Although the quarterly data doesn’t line up exactly with the critical points, this is due to approximating the data.

Final Verdict

After going through this process, I think the either of the alternatives from iteration 6 would be good choices for the final version of this visualization. I think the quarterly data version is inferior for two reasons.

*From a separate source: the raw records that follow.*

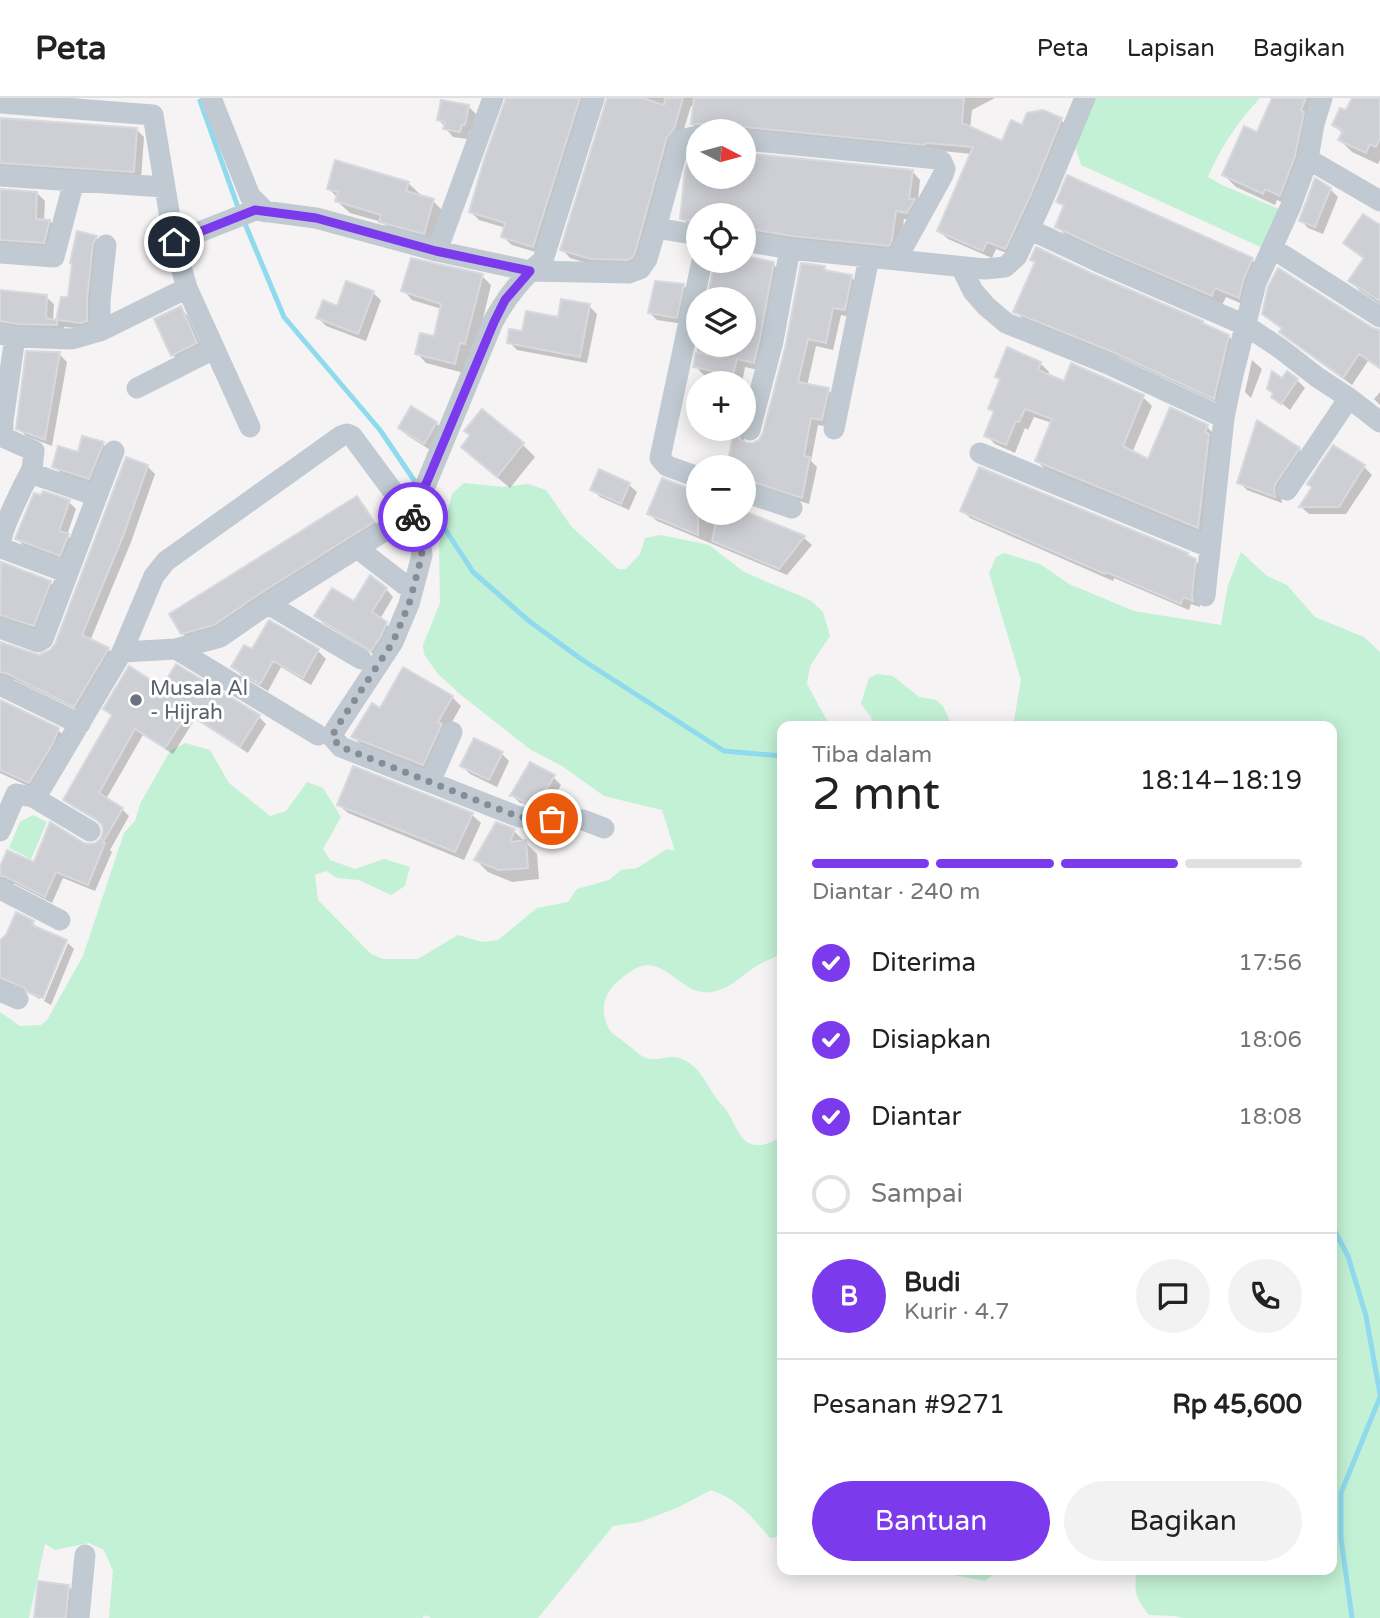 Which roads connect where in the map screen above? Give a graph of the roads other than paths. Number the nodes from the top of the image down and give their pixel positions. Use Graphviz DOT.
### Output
graph roads {
  1 [pos="211,98"];
  2 [pos="493,98"];
  3 [pos="594,98"];
  4 [pos="1085,98"];
  5 [pos="1322,98"];
  6 [pos="0,103"];
  7 [pos="756,141"];
  8 [pos="686,146"];
  9 [pos="1308,159"];
  10 [pos="0,176"];
  11 [pos="74,181"];
  12 [pos="164,187"];
  13 [pos="1380,201"];
  14 [pos="261,211"];
  15 [pos="656,229"];
  16 [pos="1029,229"];
  17 [pos="686,233"];
  18 [pos="174,242"];
  19 [pos="756,244"];
  20 [pos="106,245"];
  21 [pos="1272,248"];
  22 [pos="790,249"];
  23 [pos="436,251"];
  24 [pos="0,253"];
  25 [pos="869,258"];
  26 [pos="896,260"];
  27 [pos="961,267"];
  28 [pos="530,271"];
  29 [pos="699,273"];
  30 [pos="187,288"];
  31 [pos="1380,317"];
  32 [pos="1245,325"];
  33 [pos="100,331"];
  34 [pos="8,336"];
  35 [pos="214,349"];
  36 [pos="137,388"];
  37 [pos="1349,398"];
  38 [pos="756,406"];
  39 [pos="1224,418"];
  40 [pos="1380,422"];
  41 [pos="250,427"];
  42 [pos="834,429"];
  43 [pos="114,451"];
  44 [pos="980,453"];
  45 [pos="32,469"];
  46 [pos="686,473"];
  47 [pos="1287,490"];
  48 [pos="97,496"];
  49 [pos="416,496"];
  50 [pos="756,496"];
  51 [pos="792,508"];
  52 [pos="1209,547"];
  53 [pos="357,548"];
  54 [pos="68,573"];
  55 [pos="405,585"];
  56 [pos="1205,596"];
  57 [pos="268,604"];
  58 [pos="0,628"];
  59 [pos="176,649"];
  60 [pos="122,652"];
  61 [pos="361,659"];
  62 [pos="0,685"];
  63 [pos="80,724"];
  64 [pos="452,732"];
  65 [pos="318,734"];
  66 [pos="430,782"];
  67 [pos="16,793"];
  68 [pos="604,828"];
  69 [pos="0,831"];
  70 [pos="90,831"];
  71 [pos="0,890"];
  72 [pos="61,920"];
  73 [pos="85,1555"];
  74 [pos="79,1618"];
  1 -- 14 [label="street"];
  2 -- 23 [label="street"];
  3 -- 28 [label="street"];
  4 -- 16 [label="street"];
  5 -- 9 [label="street"];
  6 -- 12 [label="street"];
  7 -- 26 [label="street"];
  8 -- 15 [label="street"];
  9 -- 13 [label="street"];
  9 -- 21 [label="street"];
  10 -- 11 [label="street"];
  11 -- 12 [label="street"];
  11 -- 24 [label="street"];
  12 -- 18 [label="street"];
  14 -- 18 [label="street"];
  14 -- 23 [label="street"];
  15 -- 17 [label="street"];
  15 -- 28 [label="street"];
  16 -- 27 [label="street"];
  16 -- 32 [label="street"];
  18 -- 30 [label="street"];
  19 -- 22 [label="street"];
  20 -- 33 [label="street"];
  21 -- 31 [label="street"];
  21 -- 32 [label="street"];
  22 -- 25 [label="street"];
  22 -- 38 [label="street"];
  23 -- 28 [label="street"];
  25 -- 26 [label="street"];
  25 -- 42 [label="street"];
  26 -- 27 [label="street"];
  27 -- 39 [label="street"];
  28 -- 49 [label="street"];
  29 -- 46 [label="street"];
  30 -- 33 [label="street"];
  30 -- 35 [label="street"];
  32 -- 37 [label="street"];
  32 -- 39 [label="street"];
  33 -- 34 [label="street"];
  34 -- 45 [label="street"];
  35 -- 36 [label="street"];
  35 -- 41 [label="street"];
  37 -- 40 [label="street"];
  37 -- 47 [label="street"];
  39 -- 52 [label="street"];
  43 -- 48 [label="street"];
  44 -- 52 [label="street"];
  45 -- 48 [label="street"];
  45 -- 54 [label="street"];
  48 -- 54 [label="street"];
  49 -- 53 [label="street"];
  49 -- 60 [label="street"];
  49 -- 66 [label="street"];
  50 -- 51 [label="street"];
  52 -- 56 [label="street"];
  53 -- 55 [label="street"];
  53 -- 57 [label="street"];
  54 -- 58 [label="street"];
  57 -- 59 [label="street"];
  57 -- 61 [label="street"];
  59 -- 60 [label="street"];
  59 -- 65 [label="street"];
  60 -- 63 [label="street"];
  62 -- 63 [label="street"];
  63 -- 67 [label="street"];
  64 -- 66 [label="street"];
  66 -- 68 [label="street"];
  67 -- 69 [label="street"];
  67 -- 70 [label="street"];
  71 -- 72 [label="street"];
  73 -- 74 [label="street"];
}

First, now that there are so many points it really looks like a line graph, similar to what I created to show the polynomial fit and it feels “crowded”. Secondly, as I have thought more about the cash flows we’re describing in this visualization, and, more importantly, the consumers of the visualization, I think they might more naturally think of these cash flows as annual.